If you are "very mechanically inclined" then i'm pretty sure you can handle removing a nut, sliding off the old prop, sliding on the new prop then reinstalling the nut.
Lets start with a
basic primer on props. Note the following comments are general information only and there are always exceptions to the rules but for the most part this should guide you in choosing the correct prop.
Aluminum props are good all-round props that are reasonably cheap to buy and relatively easy to repair if damaged. I would recommend them if you are boating in waters that tend to have debris, rock shelves, tree stumps etc just for those reasons. SS props tend to perform better than aluminum props due to their stiffness but that performance improvement comes at a much higher initial purchase cost and if damaged, a higher repair cost. My personal opinion (& a couple of members here will disagree with me) is to avoid composite props like the plague. They are good as backups only.

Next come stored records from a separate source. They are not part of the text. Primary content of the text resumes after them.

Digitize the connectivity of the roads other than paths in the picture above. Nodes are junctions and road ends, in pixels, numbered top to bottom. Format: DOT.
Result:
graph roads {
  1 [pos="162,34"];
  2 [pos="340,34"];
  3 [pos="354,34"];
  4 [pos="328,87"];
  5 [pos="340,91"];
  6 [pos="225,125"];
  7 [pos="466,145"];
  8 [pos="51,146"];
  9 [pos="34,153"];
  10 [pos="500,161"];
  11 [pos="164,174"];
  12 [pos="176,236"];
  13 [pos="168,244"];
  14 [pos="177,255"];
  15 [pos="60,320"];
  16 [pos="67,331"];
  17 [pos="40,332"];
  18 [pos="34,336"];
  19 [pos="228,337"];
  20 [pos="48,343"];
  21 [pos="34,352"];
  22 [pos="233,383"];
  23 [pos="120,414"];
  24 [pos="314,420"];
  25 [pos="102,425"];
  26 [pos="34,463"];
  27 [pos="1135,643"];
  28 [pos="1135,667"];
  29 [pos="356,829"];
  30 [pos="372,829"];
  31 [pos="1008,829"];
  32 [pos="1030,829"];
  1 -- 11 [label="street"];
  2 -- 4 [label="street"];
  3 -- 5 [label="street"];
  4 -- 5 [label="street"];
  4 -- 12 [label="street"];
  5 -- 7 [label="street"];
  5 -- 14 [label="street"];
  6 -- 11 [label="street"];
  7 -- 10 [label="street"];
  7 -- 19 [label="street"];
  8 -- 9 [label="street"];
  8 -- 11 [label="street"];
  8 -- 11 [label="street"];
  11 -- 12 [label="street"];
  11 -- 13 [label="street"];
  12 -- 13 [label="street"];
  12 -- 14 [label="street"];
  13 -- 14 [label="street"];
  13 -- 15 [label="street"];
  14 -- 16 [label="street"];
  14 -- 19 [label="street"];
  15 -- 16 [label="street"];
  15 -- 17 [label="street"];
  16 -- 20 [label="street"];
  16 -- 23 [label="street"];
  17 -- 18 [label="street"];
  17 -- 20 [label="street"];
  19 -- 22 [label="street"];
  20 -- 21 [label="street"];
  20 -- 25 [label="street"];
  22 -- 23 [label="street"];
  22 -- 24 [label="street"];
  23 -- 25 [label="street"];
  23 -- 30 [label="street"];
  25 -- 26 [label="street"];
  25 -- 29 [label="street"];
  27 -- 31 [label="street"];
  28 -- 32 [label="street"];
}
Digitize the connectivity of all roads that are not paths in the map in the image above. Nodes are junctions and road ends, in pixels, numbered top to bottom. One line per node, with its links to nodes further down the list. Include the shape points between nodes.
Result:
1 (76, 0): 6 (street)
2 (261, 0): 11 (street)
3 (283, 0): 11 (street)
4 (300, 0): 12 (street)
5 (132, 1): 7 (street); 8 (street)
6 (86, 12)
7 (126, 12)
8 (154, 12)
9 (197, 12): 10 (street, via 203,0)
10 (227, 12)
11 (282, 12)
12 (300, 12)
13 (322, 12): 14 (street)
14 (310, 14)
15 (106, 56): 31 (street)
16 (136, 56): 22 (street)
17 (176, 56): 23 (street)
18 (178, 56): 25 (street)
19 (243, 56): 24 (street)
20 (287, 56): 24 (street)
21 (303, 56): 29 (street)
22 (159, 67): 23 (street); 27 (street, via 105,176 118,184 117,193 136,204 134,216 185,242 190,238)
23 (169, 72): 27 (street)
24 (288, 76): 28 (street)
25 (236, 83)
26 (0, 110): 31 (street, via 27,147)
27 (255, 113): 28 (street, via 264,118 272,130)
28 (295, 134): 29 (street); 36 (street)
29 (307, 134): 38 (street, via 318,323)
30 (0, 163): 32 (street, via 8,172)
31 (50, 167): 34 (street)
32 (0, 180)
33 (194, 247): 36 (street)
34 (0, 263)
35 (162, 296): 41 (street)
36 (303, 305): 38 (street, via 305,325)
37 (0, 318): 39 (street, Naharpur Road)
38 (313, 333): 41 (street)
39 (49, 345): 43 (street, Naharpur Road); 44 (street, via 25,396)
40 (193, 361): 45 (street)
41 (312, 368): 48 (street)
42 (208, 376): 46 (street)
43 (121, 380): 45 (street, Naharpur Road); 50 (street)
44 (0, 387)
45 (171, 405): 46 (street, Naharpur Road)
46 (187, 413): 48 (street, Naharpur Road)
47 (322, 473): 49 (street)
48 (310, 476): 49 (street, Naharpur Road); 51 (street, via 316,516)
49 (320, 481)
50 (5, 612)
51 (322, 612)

As for diameter, most will be somewhere between 14" and 14.5" in this range. Usable pitch will range from 17" to 23" with probably 98% of these boats using a 19" - 21" pitch prop. The general rules are: when you reduce prop pitch your rpms increase at WOT, you get improved low end grunt but your top speed decreases. The opposites are true when you increase your prop pitch. Going too far in either direction causes performance issues and significant extra wear & tear on your engine/outdrive.
A 3 blade prop provides the lowest amount of drag & balance while in the water. It is the 'standard' when it comes to props. A 4 blade prop provides a little more "bite" which works well for wakeboarding/skiing etc & tends to run slightly smoother but due to the extra drag (more blade surface in the water) takes 1-2mph off your top end and generally runs at a slightly higher rpm than a similar sized 3 blade. There is a 5 blade (Hi-Five) prop out there that some members here use and are very happy with the performance but again at a significantly higher price. I wont try to get into prop dynamics & blade shaping/venting etc cuz it will only get confusing....

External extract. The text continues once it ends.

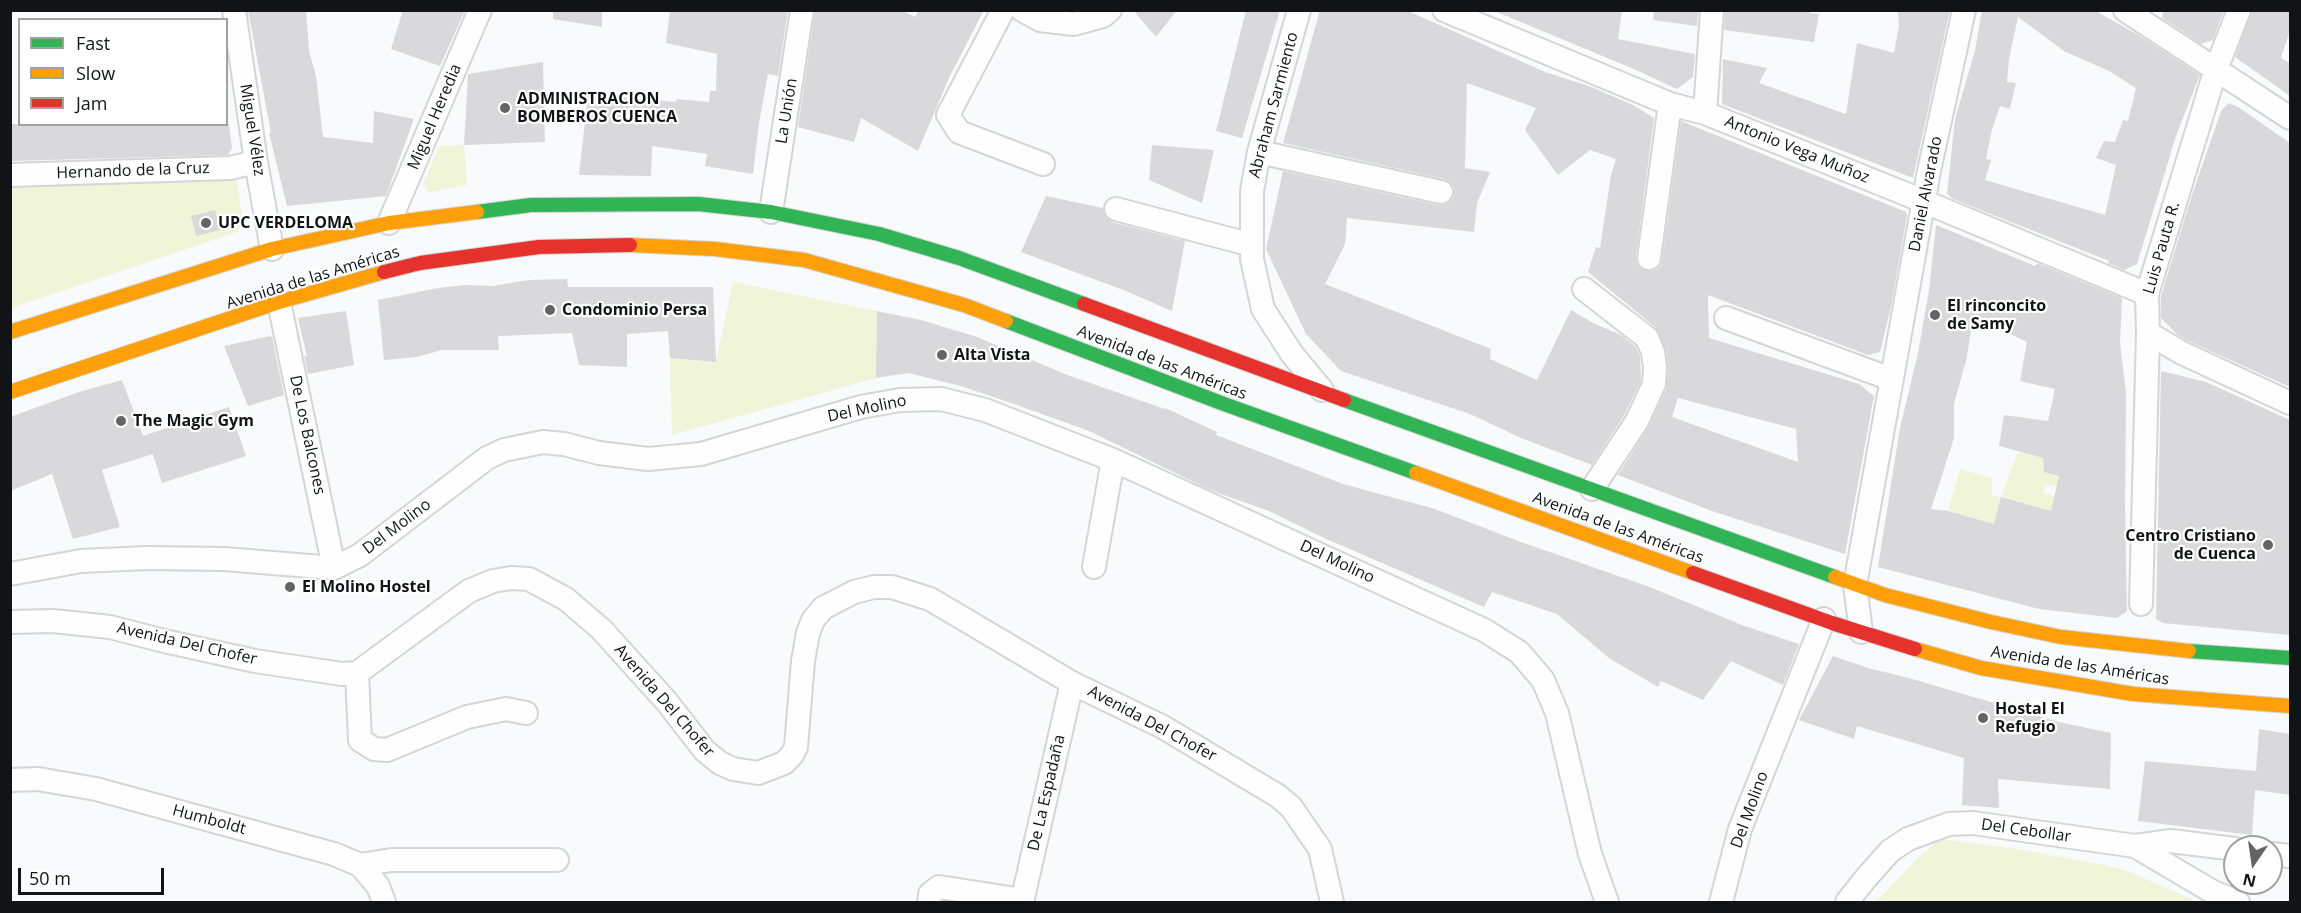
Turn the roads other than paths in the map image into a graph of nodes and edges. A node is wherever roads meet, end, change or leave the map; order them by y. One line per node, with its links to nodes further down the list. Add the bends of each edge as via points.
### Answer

As for your tach i suspect it isn't reading correctly if it says you are running at 3000 rpm while doing 40mph with the 4.3. There should be a small dial on the back of the tachometer. If you can access it, give the dial a spin a few times then reset it to "6 cyl". Sometimes a bit of corrosion or wear causes them to misread.
All that said, your 4.3 is designed to run most efficiently between 4400 - 4800 rpms at WOT and your boat should hit the high 40's with the correct prop. Generally speaking the 14.25" x 19" pitch 3 blade aluminum prop will give you just what you are looking for. I've always liked the Quiksilver Black Diamond or the Michigan Wheel Vortex as good props for the price. Here's a link to
iboats.com and their selection of 19" props for your particular boat/motor/outdrive.

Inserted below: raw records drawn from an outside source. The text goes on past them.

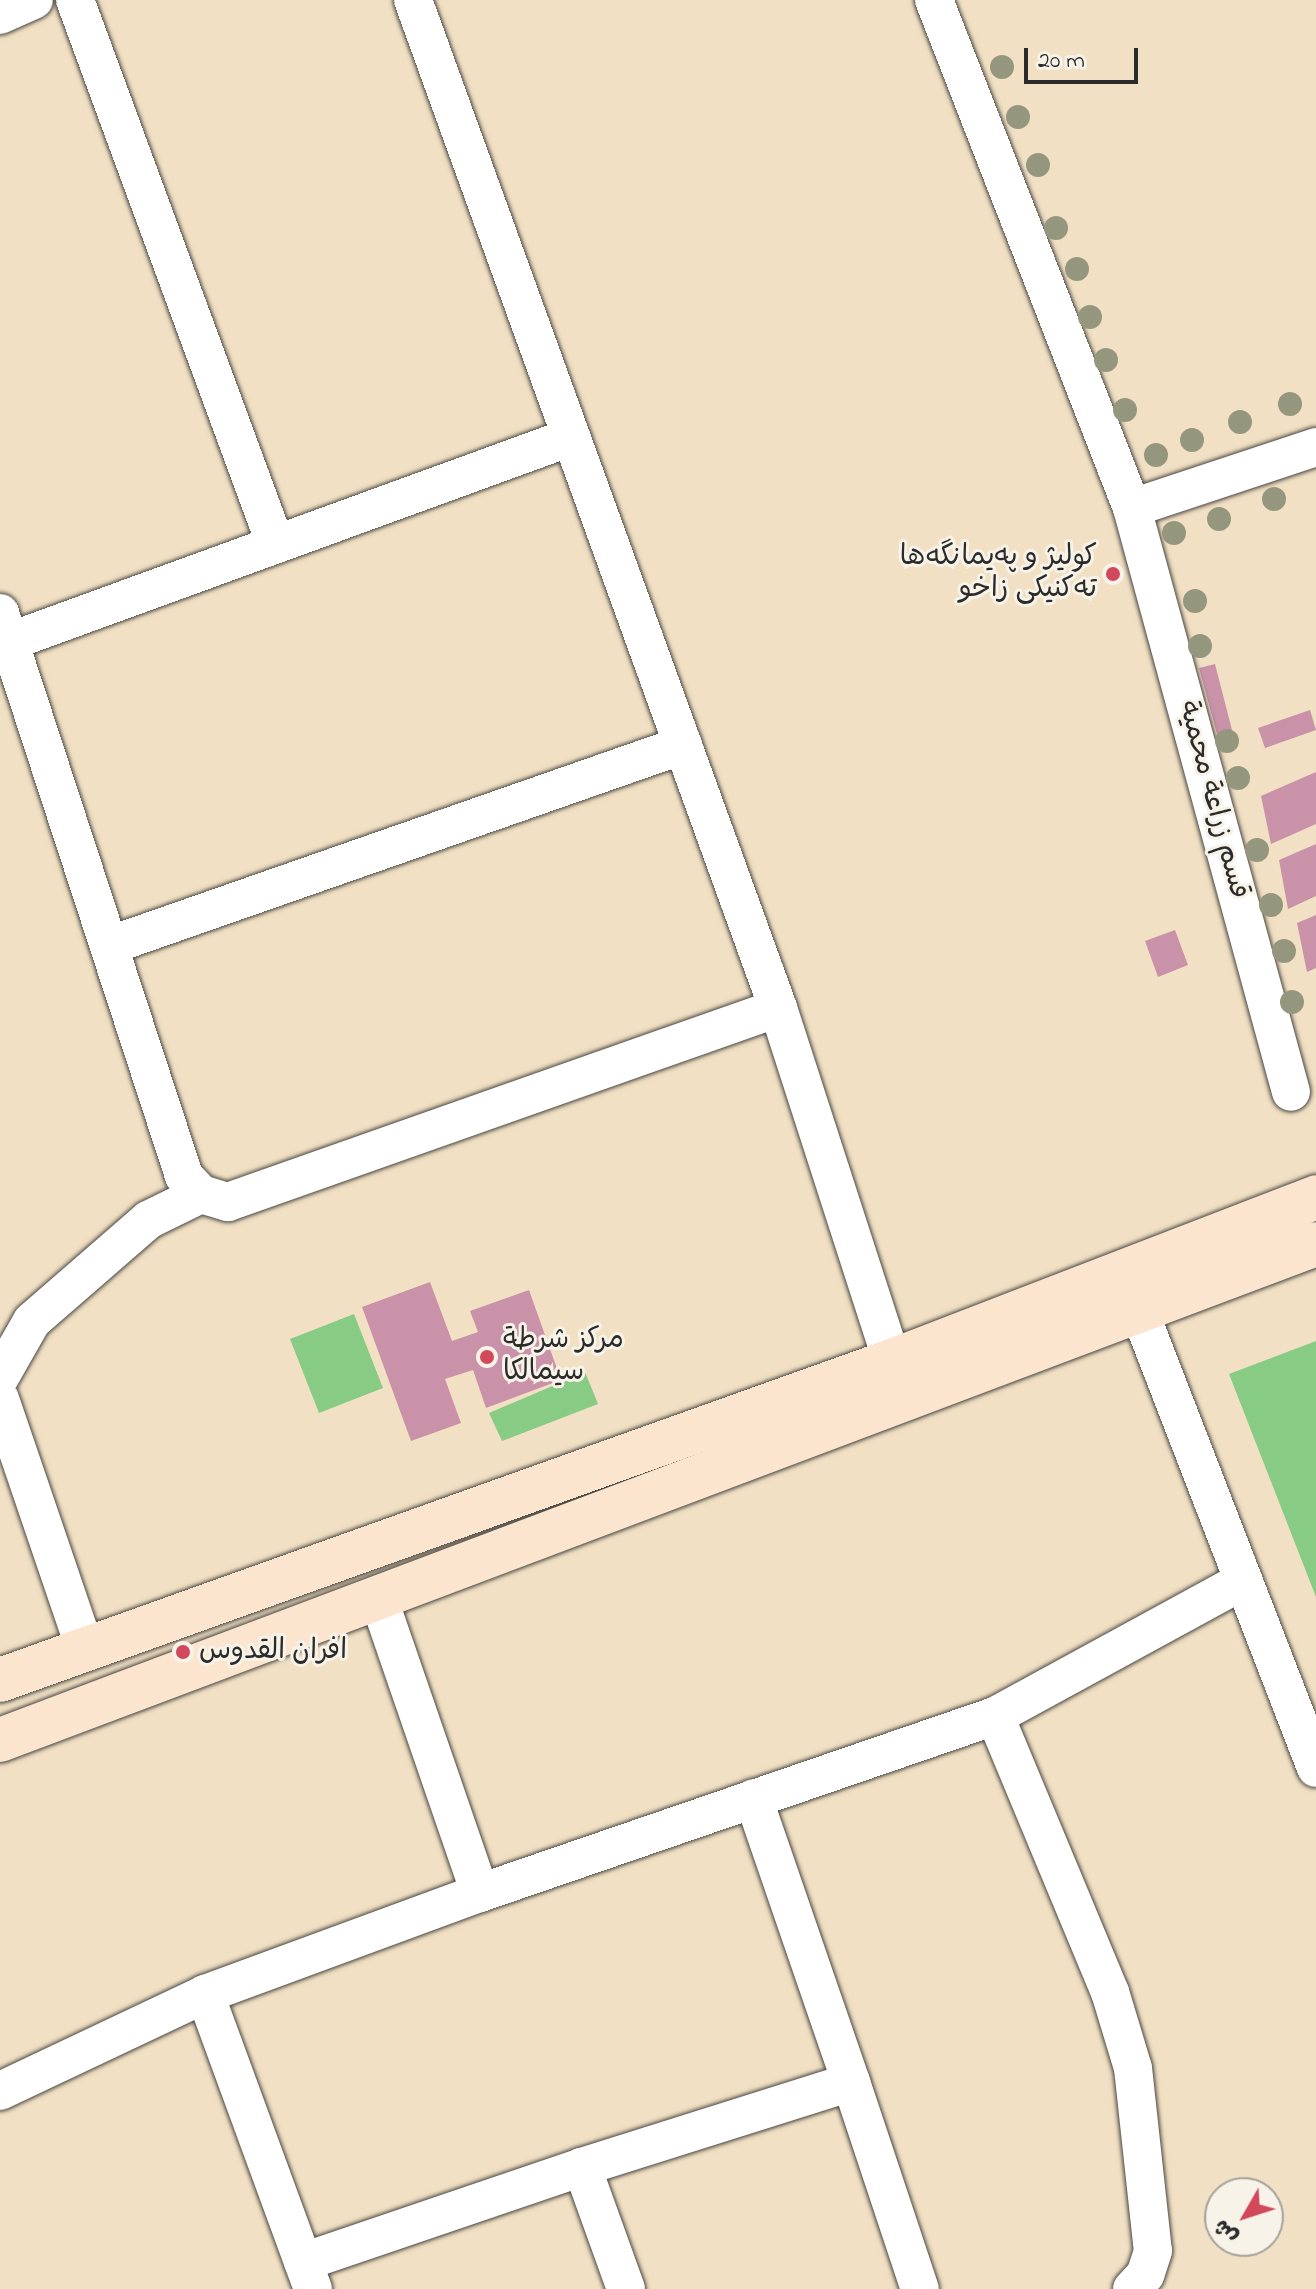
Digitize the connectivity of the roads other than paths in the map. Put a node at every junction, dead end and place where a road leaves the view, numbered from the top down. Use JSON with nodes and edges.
{"nodes":[{"id":1,"x":34,"y":0,"type":"edge"},
{"id":2,"x":75,"y":0,"type":"edge"},
{"id":3,"x":413,"y":0,"type":"edge"},
{"id":4,"x":934,"y":0,"type":"edge"},
{"id":5,"x":0,"y":15,"type":"edge"},
{"id":6,"x":571,"y":437,"type":"junction"},
{"id":7,"x":1316,"y":447,"type":"edge"},
{"id":8,"x":1132,"y":508,"type":"junction"},
{"id":9,"x":275,"y":543,"type":"junction"},
{"id":10,"x":3,"y":634,"type":"edge"},
{"id":11,"x":683,"y":745,"type":"junction"},
{"id":12,"x":111,"y":945,"type":"junction"},
{"id":13,"x":778,"y":1008,"type":"junction"},
{"id":14,"x":1291,"y":1092,"type":"dead end"},
{"id":15,"x":201,"y":1194,"type":"junction"},
{"id":16,"x":1316,"y":1197,"type":"edge"},
{"id":17,"x":1316,"y":1244,"type":"edge"},
{"id":18,"x":1131,"y":1290,"type":"junction"},
{"id":19,"x":892,"y":1361,"type":"junction"},
{"id":20,"x":0,"y":1377,"type":"edge"},
{"id":21,"x":0,"y":1399,"type":"edge"},
{"id":22,"x":1243,"y":1581,"type":"junction"},
{"id":23,"x":378,"y":1597,"type":"junction"},
{"id":24,"x":85,"y":1648,"type":"junction"},
{"id":25,"x":0,"y":1680,"type":"edge"},
{"id":26,"x":995,"y":1716,"type":"junction"},
{"id":27,"x":0,"y":1740,"type":"edge"},
{"id":28,"x":1316,"y":1768,"type":"edge"},
{"id":29,"x":753,"y":1798,"type":"junction"},
{"id":30,"x":480,"y":1893,"type":"junction"},
{"id":31,"x":205,"y":1994,"type":"junction"},
{"id":32,"x":851,"y":2082,"type":"junction"},
{"id":33,"x":0,"y":2091,"type":"edge"},
{"id":34,"x":582,"y":2167,"type":"junction"},
{"id":35,"x":308,"y":2276,"type":"edge"},
{"id":36,"x":626,"y":2289,"type":"edge"},
{"id":37,"x":920,"y":2289,"type":"edge"},
{"id":38,"x":1132,"y":2289,"type":"edge"}],
"edges":[{"from":1,"to":5,"type":"street"},
{"from":2,"to":9,"type":"street"},
{"from":3,"to":6,"type":"street"},
{"from":4,"to":8,"type":"street","name":"قسم زراعة محمية"},
{"from":6,"to":9,"type":"street"},
{"from":6,"to":11,"type":"street"},
{"from":7,"to":8,"type":"street"},
{"from":8,"to":14,"type":"street","name":"قسم زراعة محمية"},
{"from":9,"to":10,"type":"street"},
{"from":10,"to":12,"type":"street"},
{"from":11,"to":12,"type":"street"},
{"from":11,"to":13,"type":"street"},
{"from":12,"to":15,"type":"street"},
{"from":13,"to":15,"type":"street"},
{"from":13,"to":19,"type":"street"},
{"from":15,"to":20,"type":"street"},
{"from":16,"to":18,"type":"main road"},
{"from":17,"to":18,"type":"main road"},
{"from":18,"to":19,"type":"main road"},
{"from":18,"to":22,"type":"street"},
{"from":18,"to":23,"type":"main road"},
{"from":19,"to":24,"type":"main road"},
{"from":21,"to":24,"type":"street"},
{"from":22,"to":26,"type":"street"},
{"from":22,"to":28,"type":"street"},
{"from":23,"to":27,"type":"main road"},
{"from":23,"to":30,"type":"street"},
{"from":24,"to":25,"type":"main road"},
{"from":26,"to":29,"type":"street"},
{"from":26,"to":38,"type":"street"},
{"from":29,"to":30,"type":"street"},
{"from":29,"to":32,"type":"street"},
{"from":30,"to":31,"type":"street"},
{"from":31,"to":33,"type":"street"},
{"from":31,"to":35,"type":"street"},
{"from":32,"to":34,"type":"street"},
{"from":32,"to":37,"type":"street"},
{"from":34,"to":35,"type":"street"},
{"from":34,"to":36,"type":"street"}]}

Personally i have 3 props for my 180 with the 4.3LX: a 19" 3 blade Black Diamond, a 21" 3 blade Vortex and a 20" 4 blade SS Michigan Wheel 'Apollo'. I rarely use the 21" as on my boat, it sacrifices too much low end grunt just to gain 1-2mph at top end. I probably use my 20" most of the time as for me, its an excellent compromise and has me sitting right on 4800rpm at WOT with a top GPS speed of 47-48mph. MOST people dont run their boats at WOT for long. It causes too much wear & tear and uses far too much fuel. I've found that the compromise props (19" or 20") gives that low end grunt with decent mid range acceleration & a reasonable top speed.
Best of luck & let us know what you decide to do!